TASK BRIEF: Having read the entries, repeat all of them exactly.

:: DATASET CONTENT ::

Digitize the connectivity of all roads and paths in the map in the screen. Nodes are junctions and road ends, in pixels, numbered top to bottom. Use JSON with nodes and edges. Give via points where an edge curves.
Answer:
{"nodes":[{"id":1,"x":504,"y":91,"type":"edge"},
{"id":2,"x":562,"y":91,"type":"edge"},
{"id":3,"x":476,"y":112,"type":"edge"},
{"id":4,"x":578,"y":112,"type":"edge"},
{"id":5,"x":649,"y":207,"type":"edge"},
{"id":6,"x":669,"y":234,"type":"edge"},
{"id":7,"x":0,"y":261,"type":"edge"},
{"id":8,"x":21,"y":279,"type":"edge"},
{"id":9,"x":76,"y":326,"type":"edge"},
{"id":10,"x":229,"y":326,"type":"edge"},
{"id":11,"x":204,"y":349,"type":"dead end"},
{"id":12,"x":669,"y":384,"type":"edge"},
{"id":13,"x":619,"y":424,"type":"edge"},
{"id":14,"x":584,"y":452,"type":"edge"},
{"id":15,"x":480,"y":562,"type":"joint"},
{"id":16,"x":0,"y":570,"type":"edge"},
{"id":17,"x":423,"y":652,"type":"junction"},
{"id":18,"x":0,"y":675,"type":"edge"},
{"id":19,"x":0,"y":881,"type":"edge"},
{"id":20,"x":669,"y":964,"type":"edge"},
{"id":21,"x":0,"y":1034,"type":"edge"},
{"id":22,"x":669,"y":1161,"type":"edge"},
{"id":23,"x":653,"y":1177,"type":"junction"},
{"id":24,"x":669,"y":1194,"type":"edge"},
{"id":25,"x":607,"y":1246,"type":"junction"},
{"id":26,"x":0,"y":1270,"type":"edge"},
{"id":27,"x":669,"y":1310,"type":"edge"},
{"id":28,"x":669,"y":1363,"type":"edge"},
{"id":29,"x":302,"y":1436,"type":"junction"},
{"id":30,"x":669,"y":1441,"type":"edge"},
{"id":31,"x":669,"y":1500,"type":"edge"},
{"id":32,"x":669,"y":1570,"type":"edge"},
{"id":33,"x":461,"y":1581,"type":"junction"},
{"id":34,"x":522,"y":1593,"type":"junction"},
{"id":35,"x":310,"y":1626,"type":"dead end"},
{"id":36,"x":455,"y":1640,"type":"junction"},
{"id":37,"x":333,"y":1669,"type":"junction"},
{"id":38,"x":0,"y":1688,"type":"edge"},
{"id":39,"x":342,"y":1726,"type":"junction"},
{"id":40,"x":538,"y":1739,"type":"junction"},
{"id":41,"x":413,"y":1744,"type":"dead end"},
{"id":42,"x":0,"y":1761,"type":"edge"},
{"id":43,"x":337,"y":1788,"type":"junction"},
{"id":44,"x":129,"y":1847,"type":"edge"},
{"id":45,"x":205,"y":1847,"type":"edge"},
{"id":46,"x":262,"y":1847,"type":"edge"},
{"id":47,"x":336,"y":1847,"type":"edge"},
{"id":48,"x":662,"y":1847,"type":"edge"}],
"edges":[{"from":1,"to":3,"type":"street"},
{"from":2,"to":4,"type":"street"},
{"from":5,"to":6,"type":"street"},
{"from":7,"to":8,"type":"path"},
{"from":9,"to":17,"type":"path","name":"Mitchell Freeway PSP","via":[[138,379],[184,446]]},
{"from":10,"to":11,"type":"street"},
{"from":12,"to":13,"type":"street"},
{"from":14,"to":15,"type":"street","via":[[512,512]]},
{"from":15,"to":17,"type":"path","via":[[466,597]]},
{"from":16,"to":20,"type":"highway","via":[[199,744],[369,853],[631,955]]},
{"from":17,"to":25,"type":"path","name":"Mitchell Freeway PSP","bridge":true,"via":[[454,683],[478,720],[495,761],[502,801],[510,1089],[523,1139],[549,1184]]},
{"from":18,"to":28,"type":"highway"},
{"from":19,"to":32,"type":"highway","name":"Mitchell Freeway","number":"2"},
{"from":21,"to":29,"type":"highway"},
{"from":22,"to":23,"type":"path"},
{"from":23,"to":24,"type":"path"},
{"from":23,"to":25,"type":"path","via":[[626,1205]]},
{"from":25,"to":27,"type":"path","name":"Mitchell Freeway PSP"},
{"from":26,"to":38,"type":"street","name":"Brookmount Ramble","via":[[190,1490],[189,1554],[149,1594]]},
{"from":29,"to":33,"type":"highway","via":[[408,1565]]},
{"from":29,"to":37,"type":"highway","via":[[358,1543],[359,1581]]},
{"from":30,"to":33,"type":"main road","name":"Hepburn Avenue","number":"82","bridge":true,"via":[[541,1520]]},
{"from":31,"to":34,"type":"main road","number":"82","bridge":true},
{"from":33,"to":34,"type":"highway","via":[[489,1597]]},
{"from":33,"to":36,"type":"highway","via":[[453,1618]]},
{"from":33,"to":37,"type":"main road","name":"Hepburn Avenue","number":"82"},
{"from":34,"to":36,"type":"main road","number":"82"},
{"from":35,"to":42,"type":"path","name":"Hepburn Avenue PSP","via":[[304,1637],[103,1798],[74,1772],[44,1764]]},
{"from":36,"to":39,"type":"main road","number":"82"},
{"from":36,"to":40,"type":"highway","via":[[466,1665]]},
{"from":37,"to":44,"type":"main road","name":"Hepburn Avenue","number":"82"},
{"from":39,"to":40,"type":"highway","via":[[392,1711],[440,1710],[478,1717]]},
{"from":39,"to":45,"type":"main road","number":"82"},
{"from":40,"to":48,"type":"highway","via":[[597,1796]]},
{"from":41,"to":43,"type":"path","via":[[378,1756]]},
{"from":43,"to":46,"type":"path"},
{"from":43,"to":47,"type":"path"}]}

:::

TASK ANSWER:
Digitize the connectivity of all roads and paths in the map in the screen. Nodes are junctions and road ends, in pixels, numbered top to bottom. Use JSON with nodes and edges. Give via points where an edge curves.
Answer:
{"nodes":[{"id":1,"x":504,"y":91,"type":"edge"},
{"id":2,"x":562,"y":91,"type":"edge"},
{"id":3,"x":476,"y":112,"type":"edge"},
{"id":4,"x":578,"y":112,"type":"edge"},
{"id":5,"x":649,"y":207,"type":"edge"},
{"id":6,"x":669,"y":234,"type":"edge"},
{"id":7,"x":0,"y":261,"type":"edge"},
{"id":8,"x":21,"y":279,"type":"edge"},
{"id":9,"x":76,"y":326,"type":"edge"},
{"id":10,"x":229,"y":326,"type":"edge"},
{"id":11,"x":204,"y":349,"type":"dead end"},
{"id":12,"x":669,"y":384,"type":"edge"},
{"id":13,"x":619,"y":424,"type":"edge"},
{"id":14,"x":584,"y":452,"type":"edge"},
{"id":15,"x":480,"y":562,"type":"joint"},
{"id":16,"x":0,"y":570,"type":"edge"},
{"id":17,"x":423,"y":652,"type":"junction"},
{"id":18,"x":0,"y":675,"type":"edge"},
{"id":19,"x":0,"y":881,"type":"edge"},
{"id":20,"x":669,"y":964,"type":"edge"},
{"id":21,"x":0,"y":1034,"type":"edge"},
{"id":22,"x":669,"y":1161,"type":"edge"},
{"id":23,"x":653,"y":1177,"type":"junction"},
{"id":24,"x":669,"y":1194,"type":"edge"},
{"id":25,"x":607,"y":1246,"type":"junction"},
{"id":26,"x":0,"y":1270,"type":"edge"},
{"id":27,"x":669,"y":1310,"type":"edge"},
{"id":28,"x":669,"y":1363,"type":"edge"},
{"id":29,"x":302,"y":1436,"type":"junction"},
{"id":30,"x":669,"y":1441,"type":"edge"},
{"id":31,"x":669,"y":1500,"type":"edge"},
{"id":32,"x":669,"y":1570,"type":"edge"},
{"id":33,"x":461,"y":1581,"type":"junction"},
{"id":34,"x":522,"y":1593,"type":"junction"},
{"id":35,"x":310,"y":1626,"type":"dead end"},
{"id":36,"x":455,"y":1640,"type":"junction"},
{"id":37,"x":333,"y":1669,"type":"junction"},
{"id":38,"x":0,"y":1688,"type":"edge"},
{"id":39,"x":342,"y":1726,"type":"junction"},
{"id":40,"x":538,"y":1739,"type":"junction"},
{"id":41,"x":413,"y":1744,"type":"dead end"},
{"id":42,"x":0,"y":1761,"type":"edge"},
{"id":43,"x":337,"y":1788,"type":"junction"},
{"id":44,"x":129,"y":1847,"type":"edge"},
{"id":45,"x":205,"y":1847,"type":"edge"},
{"id":46,"x":262,"y":1847,"type":"edge"},
{"id":47,"x":336,"y":1847,"type":"edge"},
{"id":48,"x":662,"y":1847,"type":"edge"}],
"edges":[{"from":1,"to":3,"type":"street"},
{"from":2,"to":4,"type":"street"},
{"from":5,"to":6,"type":"street"},
{"from":7,"to":8,"type":"path"},
{"from":9,"to":17,"type":"path","name":"Mitchell Freeway PSP","via":[[138,379],[184,446]]},
{"from":10,"to":11,"type":"street"},
{"from":12,"to":13,"type":"street"},
{"from":14,"to":15,"type":"street","via":[[512,512]]},
{"from":15,"to":17,"type":"path","via":[[466,597]]},
{"from":16,"to":20,"type":"highway","via":[[199,744],[369,853],[631,955]]},
{"from":17,"to":25,"type":"path","name":"Mitchell Freeway PSP","bridge":true,"via":[[454,683],[478,720],[495,761],[502,801],[510,1089],[523,1139],[549,1184]]},
{"from":18,"to":28,"type":"highway"},
{"from":19,"to":32,"type":"highway","name":"Mitchell Freeway","number":"2"},
{"from":21,"to":29,"type":"highway"},
{"from":22,"to":23,"type":"path"},
{"from":23,"to":24,"type":"path"},
{"from":23,"to":25,"type":"path","via":[[626,1205]]},
{"from":25,"to":27,"type":"path","name":"Mitchell Freeway PSP"},
{"from":26,"to":38,"type":"street","name":"Brookmount Ramble","via":[[190,1490],[189,1554],[149,1594]]},
{"from":29,"to":33,"type":"highway","via":[[408,1565]]},
{"from":29,"to":37,"type":"highway","via":[[358,1543],[359,1581]]},
{"from":30,"to":33,"type":"main road","name":"Hepburn Avenue","number":"82","bridge":true,"via":[[541,1520]]},
{"from":31,"to":34,"type":"main road","number":"82","bridge":true},
{"from":33,"to":34,"type":"highway","via":[[489,1597]]},
{"from":33,"to":36,"type":"highway","via":[[453,1618]]},
{"from":33,"to":37,"type":"main road","name":"Hepburn Avenue","number":"82"},
{"from":34,"to":36,"type":"main road","number":"82"},
{"from":35,"to":42,"type":"path","name":"Hepburn Avenue PSP","via":[[304,1637],[103,1798],[74,1772],[44,1764]]},
{"from":36,"to":39,"type":"main road","number":"82"},
{"from":36,"to":40,"type":"highway","via":[[466,1665]]},
{"from":37,"to":44,"type":"main road","name":"Hepburn Avenue","number":"82"},
{"from":39,"to":40,"type":"highway","via":[[392,1711],[440,1710],[478,1717]]},
{"from":39,"to":45,"type":"main road","number":"82"},
{"from":40,"to":48,"type":"highway","via":[[597,1796]]},
{"from":41,"to":43,"type":"path","via":[[378,1756]]},
{"from":43,"to":46,"type":"path"},
{"from":43,"to":47,"type":"path"}]}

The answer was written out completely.